**Task prompt**
Copy out all of the data word for word. Omit every picture.

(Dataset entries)
------------------------------------------------

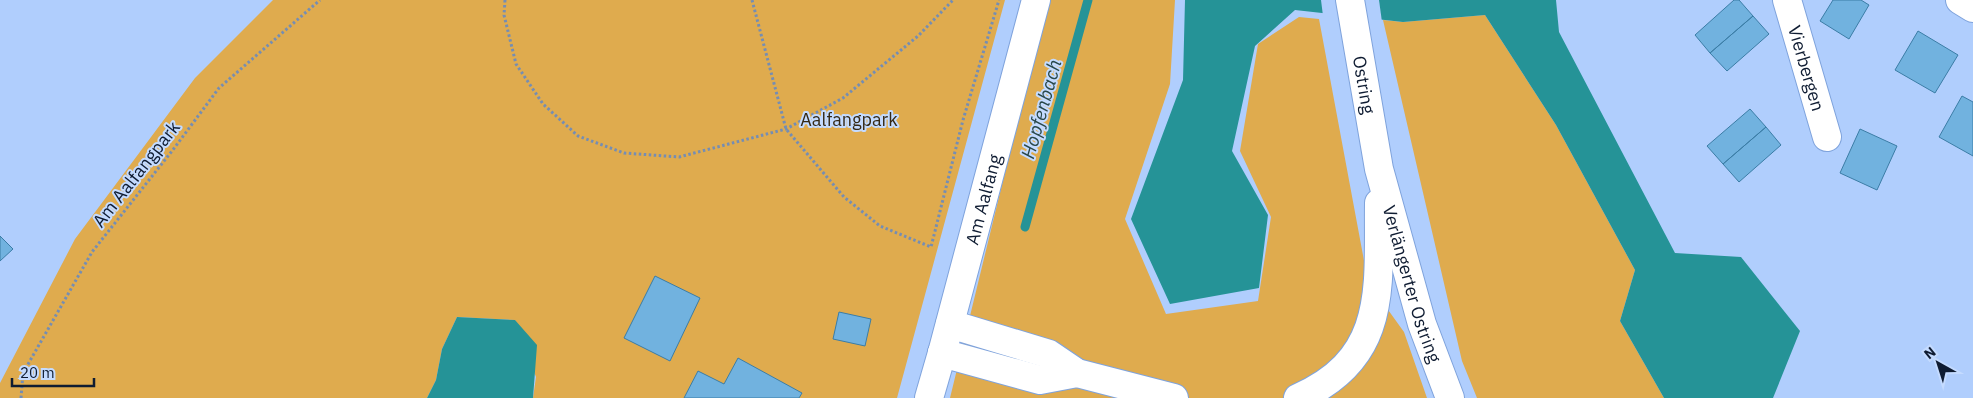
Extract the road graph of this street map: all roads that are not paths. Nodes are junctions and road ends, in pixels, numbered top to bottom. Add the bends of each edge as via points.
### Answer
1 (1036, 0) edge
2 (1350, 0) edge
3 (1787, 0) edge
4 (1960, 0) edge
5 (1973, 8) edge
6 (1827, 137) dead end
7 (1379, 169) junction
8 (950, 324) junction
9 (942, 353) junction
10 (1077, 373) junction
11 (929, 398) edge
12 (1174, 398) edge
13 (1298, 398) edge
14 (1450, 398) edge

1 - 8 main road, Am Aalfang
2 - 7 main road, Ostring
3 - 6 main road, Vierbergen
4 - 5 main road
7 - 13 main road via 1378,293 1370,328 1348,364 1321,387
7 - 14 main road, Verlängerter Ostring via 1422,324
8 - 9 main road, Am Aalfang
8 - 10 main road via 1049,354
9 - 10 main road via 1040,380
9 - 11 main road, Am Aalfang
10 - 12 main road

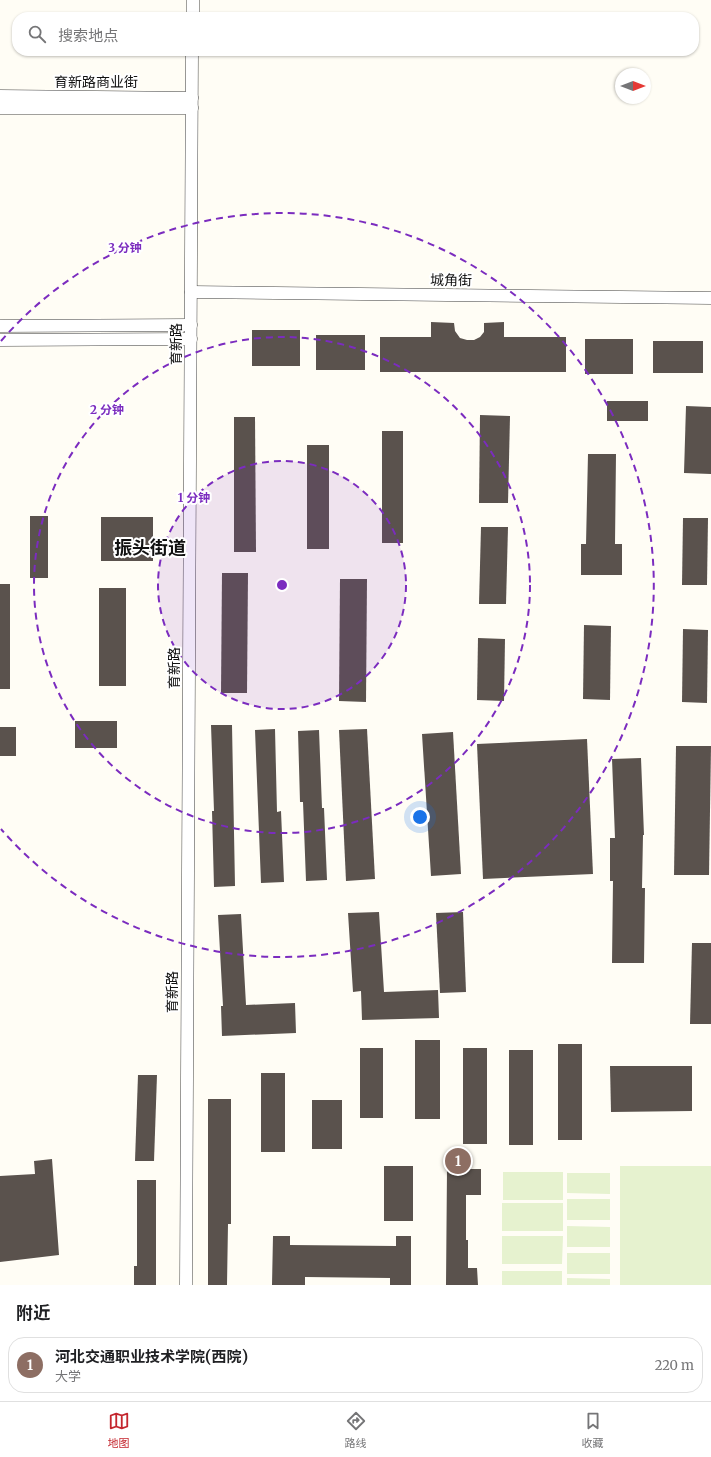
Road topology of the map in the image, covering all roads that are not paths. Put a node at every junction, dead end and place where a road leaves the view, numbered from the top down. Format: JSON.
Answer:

------------------------------------------------

**Output of the exercise**
Extract the road graph of this street map: all roads that are not paths. Nodes are junctions and road ends, in pixels, numbered top to bottom. Add the bends of each edge as via points.
### Answer
1 (1036, 0) edge
2 (1350, 0) edge
3 (1787, 0) edge
4 (1960, 0) edge
5 (1973, 8) edge
6 (1827, 137) dead end
7 (1379, 169) junction
8 (950, 324) junction
9 (942, 353) junction
10 (1077, 373) junction
11 (929, 398) edge
12 (1174, 398) edge
13 (1298, 398) edge
14 (1450, 398) edge

1 - 8 main road, Am Aalfang
2 - 7 main road, Ostring
3 - 6 main road, Vierbergen
4 - 5 main road
7 - 13 main road via 1378,293 1370,328 1348,364 1321,387
7 - 14 main road, Verlängerter Ostring via 1422,324
8 - 9 main road, Am Aalfang
8 - 10 main road via 1049,354
9 - 10 main road via 1040,380
9 - 11 main road, Am Aalfang
10 - 12 main road

Road topology of the map in the image, covering all roads that are not paths. Put a node at every junction, dead end and place where a road leaves the view, numbered from the top down. Format: JSON.
Answer:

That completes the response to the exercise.